If you do decide you want to buy insurance then consider no-frills policies which allow you to keep costs down by paying a high excess - that is, the first part of a claim which policyholders must pay themselves. In return you will get a reduction in premium.

Some types of insurance, on the other hand, are of such dubious value that it may be worth trying to do without. Extended warranties are a good example. Insuring a pounds 1,500 personal computer for five years will cost you around pounds 500 in a single payment. Saving that much in a self-insurance account would give you a decent lump sum towards a new computer after five years.

Most of the cover your extended warranty is buying during the first year is just duplicating what is already provided by your free manufacturer's warranty.

Other less-than-value-for-money insurance is that offered by accident, sickness and unemployment cover to protect a mortgage, although standards will be raised by new rules due to be introduced in the summer.
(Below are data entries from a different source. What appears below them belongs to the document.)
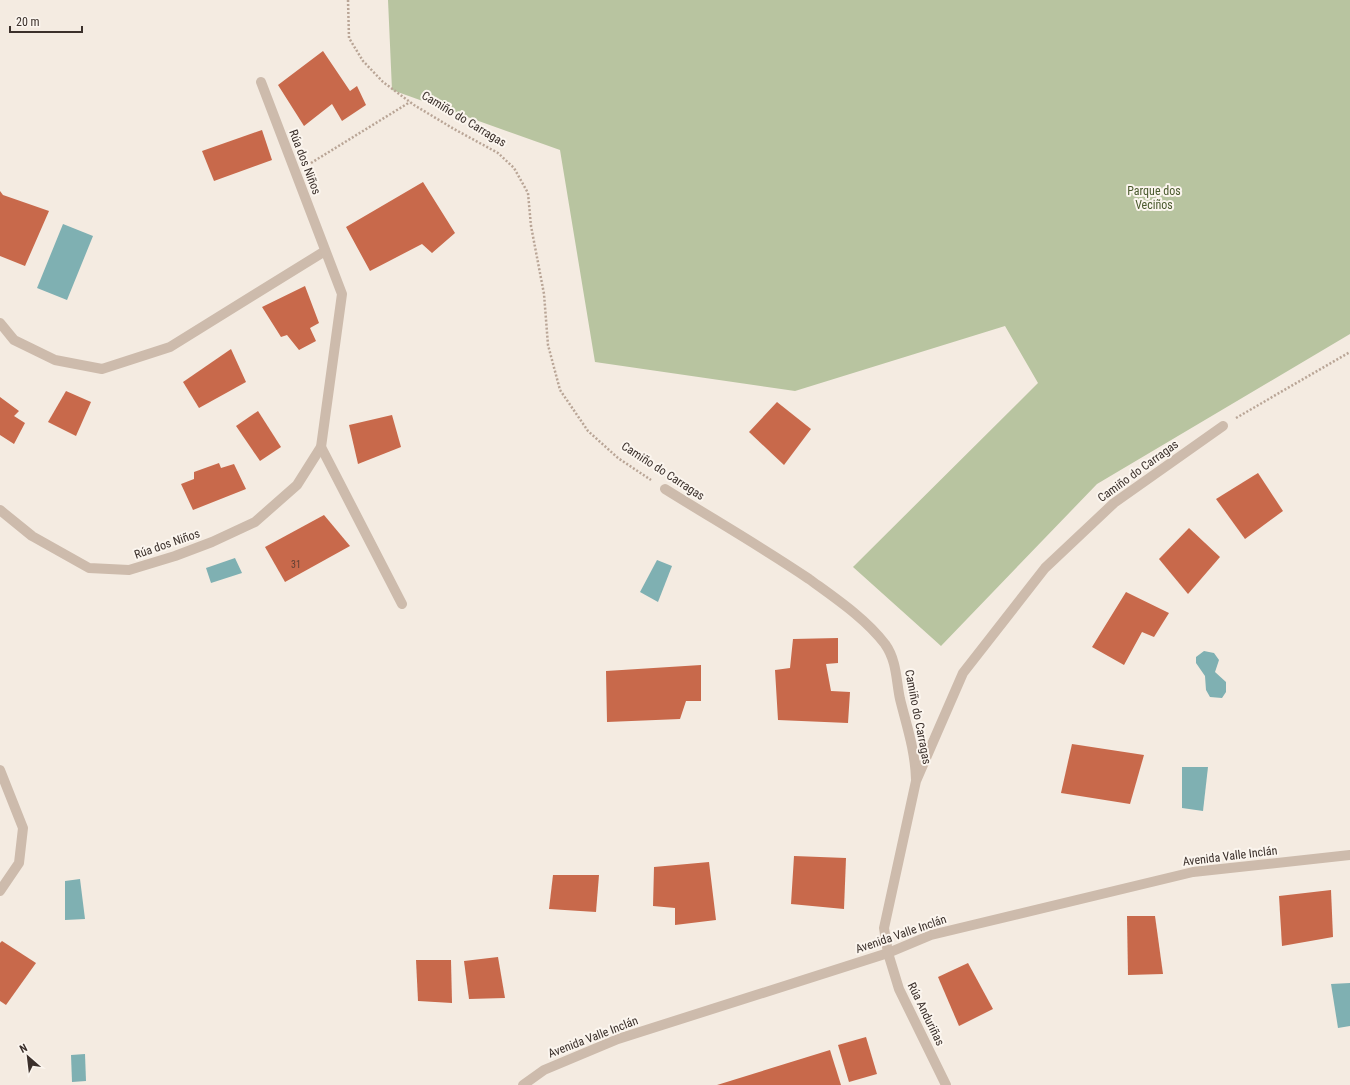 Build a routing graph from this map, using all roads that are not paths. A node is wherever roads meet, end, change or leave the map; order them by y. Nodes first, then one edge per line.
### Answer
1 (261, 82) dead end
2 (325, 251) junction
3 (0, 323) edge
4 (1223, 426) road end
5 (322, 447) junction
6 (665, 489) road end
7 (0, 510) edge
8 (402, 604) dead end
9 (0, 770) edge
10 (916, 781) junction
11 (1350, 855) edge
12 (0, 891) edge
13 (888, 953) junction
14 (523, 1085) edge
15 (946, 1085) edge

1 - 2 street, Rúa dos Niños
2 - 3 street
2 - 5 street, Rúa dos Niños
4 - 10 street, Camiño do Carragas
5 - 7 street, Rúa dos Niños
5 - 8 street
6 - 10 street, Camiño do Carragas
9 - 12 street
10 - 13 street, Camiño do Carragas
11 - 13 street, Avenida Valle Inclán
13 - 14 street, Avenida Valle Inclán
13 - 15 street, Rúa Anduriñas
Pet insurance can also be a waste of money, especially for very old or unusual pets.

The bulk of insurance needs tend to fall within three main categories : home, car and family. Here are some low-cost ways of dealing with them:

Household policies. For home contents insurance, in particular, there has never been a better time to buy. Premiums on average cost around two thirds of what they did five years ago. Those feeling the pinch can consider no-frills contents policies that can be as little as pounds 50 a year in rural parts of England. These provide peace of mind by covering the major risks such fire, theft and water damage but exclude cover for accidental damage or loss of personal possessions outside the home.

Most motor insurance also remains good value but it may be worth seeing a broker to discuss what type of cover to buy. Cover for third party-liability is compulsory and in practice most people buy policies that also protect their own vehicle against fire and theft. It can sometimes be worth cutting back on comprehensive cover - which also covers your own vehicle against accidental and malicious damage and can include extras such as windscreen cover and towing charges.

Robin Belsom, at Colin Ryan Insurance Brokers in Ipswich, says: "If someone is under 21 and their car is worth pounds 1,500 because it's eight years old, I would question the value of comprehensive cover because it will probably cost twice as much as third party, fire and theft and involve a compulsory excess of pounds 300 or pounds 400.

"For older drivers, on the other hand, the difference in cost between third party, fire and theft and comprehensive cover is often as little as 20 per cent. Indeed we've had cases when they've cost the same."

Covering the family can throw up the biggest headaches because life cover, critical illness cover and permanent health insurance tend to involve high payouts that no one can realistically hope to pay from savings. Premiums, particularly for the two health-related covers, can be significant and some families on tight budgets may have little choice other than to go for the bare minimum - a life policy that pays out on death.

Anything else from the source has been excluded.